Devant une marée humaine, Mme James a lancé « un appel à l’action ».

L’avant-projet de décision de la Cour suprême est « une alerte et ce n’est pas le moment de garder le silence […] Nous devons nous mettre en colère », a harangué la magistrate en qualifiant la défense du droit à l’avortement « d’un des plus grands combats à mener ».

« Nous ne reculerons pas, nous ne retournerons pas à l’époque où nous utilisions des cintres. Plus jamais ! », a-t-elle promis en jugeant que « le droit de contrôler (son) corps était un droit fondamental ».

Photo BRYAN R. SMITH, Agence France-Presse

Dans la foule, nombre de jeunes femmes brandissaient des pancartes frappées de slogans tels que « mon corps, mon choix », « l’avortement est un droit humain », « stop à la guerre contre les femmes » ou « j’aurai moins de droits que ma mère ».

Mardi, le président démocrate Joe Biden a lancé une grande bataille politique pour défendre le droit à l’avortement, un sujet autour duquel l’Amérique s’est toujours déchirée et qui, suite à une révélation explosive sur les intentions de la Cour suprême, s’impose comme un enjeu majeur des élections législatives prévues en novembre.

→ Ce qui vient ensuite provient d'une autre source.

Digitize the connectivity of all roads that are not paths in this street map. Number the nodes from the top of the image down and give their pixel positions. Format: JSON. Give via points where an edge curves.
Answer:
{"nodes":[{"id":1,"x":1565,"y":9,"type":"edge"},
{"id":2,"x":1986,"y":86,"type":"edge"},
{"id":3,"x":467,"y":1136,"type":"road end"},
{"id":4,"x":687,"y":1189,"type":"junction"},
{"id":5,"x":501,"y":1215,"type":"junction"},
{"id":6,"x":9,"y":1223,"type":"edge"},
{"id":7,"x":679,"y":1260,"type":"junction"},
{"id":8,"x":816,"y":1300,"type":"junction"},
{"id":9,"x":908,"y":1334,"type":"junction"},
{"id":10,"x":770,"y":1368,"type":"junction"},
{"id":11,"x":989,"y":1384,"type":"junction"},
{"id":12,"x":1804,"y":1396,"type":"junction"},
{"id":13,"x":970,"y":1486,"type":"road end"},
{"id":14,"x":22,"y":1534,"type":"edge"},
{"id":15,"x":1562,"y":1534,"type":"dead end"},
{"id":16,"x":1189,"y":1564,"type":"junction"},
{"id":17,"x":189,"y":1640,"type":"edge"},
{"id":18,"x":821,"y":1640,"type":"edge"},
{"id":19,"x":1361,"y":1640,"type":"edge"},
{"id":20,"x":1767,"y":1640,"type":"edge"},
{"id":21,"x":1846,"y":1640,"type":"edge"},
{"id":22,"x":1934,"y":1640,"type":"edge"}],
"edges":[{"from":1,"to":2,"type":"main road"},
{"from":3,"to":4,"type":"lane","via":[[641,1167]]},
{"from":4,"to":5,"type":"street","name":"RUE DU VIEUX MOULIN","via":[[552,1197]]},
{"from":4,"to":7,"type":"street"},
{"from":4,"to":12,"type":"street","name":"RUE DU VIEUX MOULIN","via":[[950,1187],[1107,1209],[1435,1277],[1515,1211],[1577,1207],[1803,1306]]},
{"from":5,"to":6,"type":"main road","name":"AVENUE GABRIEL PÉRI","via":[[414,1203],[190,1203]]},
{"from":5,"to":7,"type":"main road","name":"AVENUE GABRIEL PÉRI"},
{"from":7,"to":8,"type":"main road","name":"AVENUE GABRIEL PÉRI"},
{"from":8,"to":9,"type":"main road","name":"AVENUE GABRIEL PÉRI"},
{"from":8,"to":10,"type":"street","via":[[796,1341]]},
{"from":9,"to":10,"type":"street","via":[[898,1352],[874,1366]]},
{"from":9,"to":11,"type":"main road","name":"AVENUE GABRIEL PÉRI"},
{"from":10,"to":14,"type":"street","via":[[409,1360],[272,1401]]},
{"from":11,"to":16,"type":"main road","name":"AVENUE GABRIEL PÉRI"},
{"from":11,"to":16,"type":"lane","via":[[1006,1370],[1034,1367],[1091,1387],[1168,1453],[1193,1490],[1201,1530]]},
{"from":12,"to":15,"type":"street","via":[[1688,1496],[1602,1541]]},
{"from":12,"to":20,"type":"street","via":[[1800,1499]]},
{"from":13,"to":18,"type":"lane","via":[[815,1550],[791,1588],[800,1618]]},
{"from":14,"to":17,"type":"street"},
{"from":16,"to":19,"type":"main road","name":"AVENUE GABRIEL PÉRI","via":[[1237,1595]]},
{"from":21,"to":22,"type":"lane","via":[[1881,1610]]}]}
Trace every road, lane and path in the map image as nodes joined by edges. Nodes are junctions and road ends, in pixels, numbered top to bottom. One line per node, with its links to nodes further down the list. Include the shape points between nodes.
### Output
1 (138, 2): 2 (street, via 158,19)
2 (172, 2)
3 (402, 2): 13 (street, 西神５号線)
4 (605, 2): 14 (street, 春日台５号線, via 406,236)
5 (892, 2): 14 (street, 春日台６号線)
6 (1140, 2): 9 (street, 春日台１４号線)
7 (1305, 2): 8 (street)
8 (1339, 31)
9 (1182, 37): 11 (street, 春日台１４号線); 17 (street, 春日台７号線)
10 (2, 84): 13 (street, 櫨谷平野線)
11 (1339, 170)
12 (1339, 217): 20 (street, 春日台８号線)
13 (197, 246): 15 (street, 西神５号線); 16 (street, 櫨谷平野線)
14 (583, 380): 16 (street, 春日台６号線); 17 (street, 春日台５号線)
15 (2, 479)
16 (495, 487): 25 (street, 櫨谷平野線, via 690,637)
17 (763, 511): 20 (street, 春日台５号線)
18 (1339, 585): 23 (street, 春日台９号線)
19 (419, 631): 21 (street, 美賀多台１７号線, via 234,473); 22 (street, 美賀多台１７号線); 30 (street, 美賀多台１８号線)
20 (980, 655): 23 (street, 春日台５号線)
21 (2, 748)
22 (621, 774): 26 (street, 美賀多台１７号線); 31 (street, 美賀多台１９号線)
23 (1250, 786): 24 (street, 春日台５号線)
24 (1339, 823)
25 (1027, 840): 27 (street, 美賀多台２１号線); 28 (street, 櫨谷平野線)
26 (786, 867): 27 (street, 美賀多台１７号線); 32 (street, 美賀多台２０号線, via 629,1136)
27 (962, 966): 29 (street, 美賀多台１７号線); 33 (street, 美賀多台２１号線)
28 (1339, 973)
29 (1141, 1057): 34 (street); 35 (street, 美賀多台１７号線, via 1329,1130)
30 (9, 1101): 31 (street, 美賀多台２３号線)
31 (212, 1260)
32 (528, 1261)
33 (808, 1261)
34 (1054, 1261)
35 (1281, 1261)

Au lendemain de l’extraordinaire fuite d’un projet de décision de la haute juridiction, dans lequel elle dynamite le droit constitutionnel à avorter garanti sur tout le territoire américain depuis 1973, le président a appelé dans un communiqué les électeurs à « choisir des candidats favorables » au droit à l’IVG lors de ce scrutin de mi-mandat.

La Cour suprême a confirmé l’authenticité de ce document interne, publié par le média Politico, tout en soulignant qu’il ne représentait pas une décision « finale ».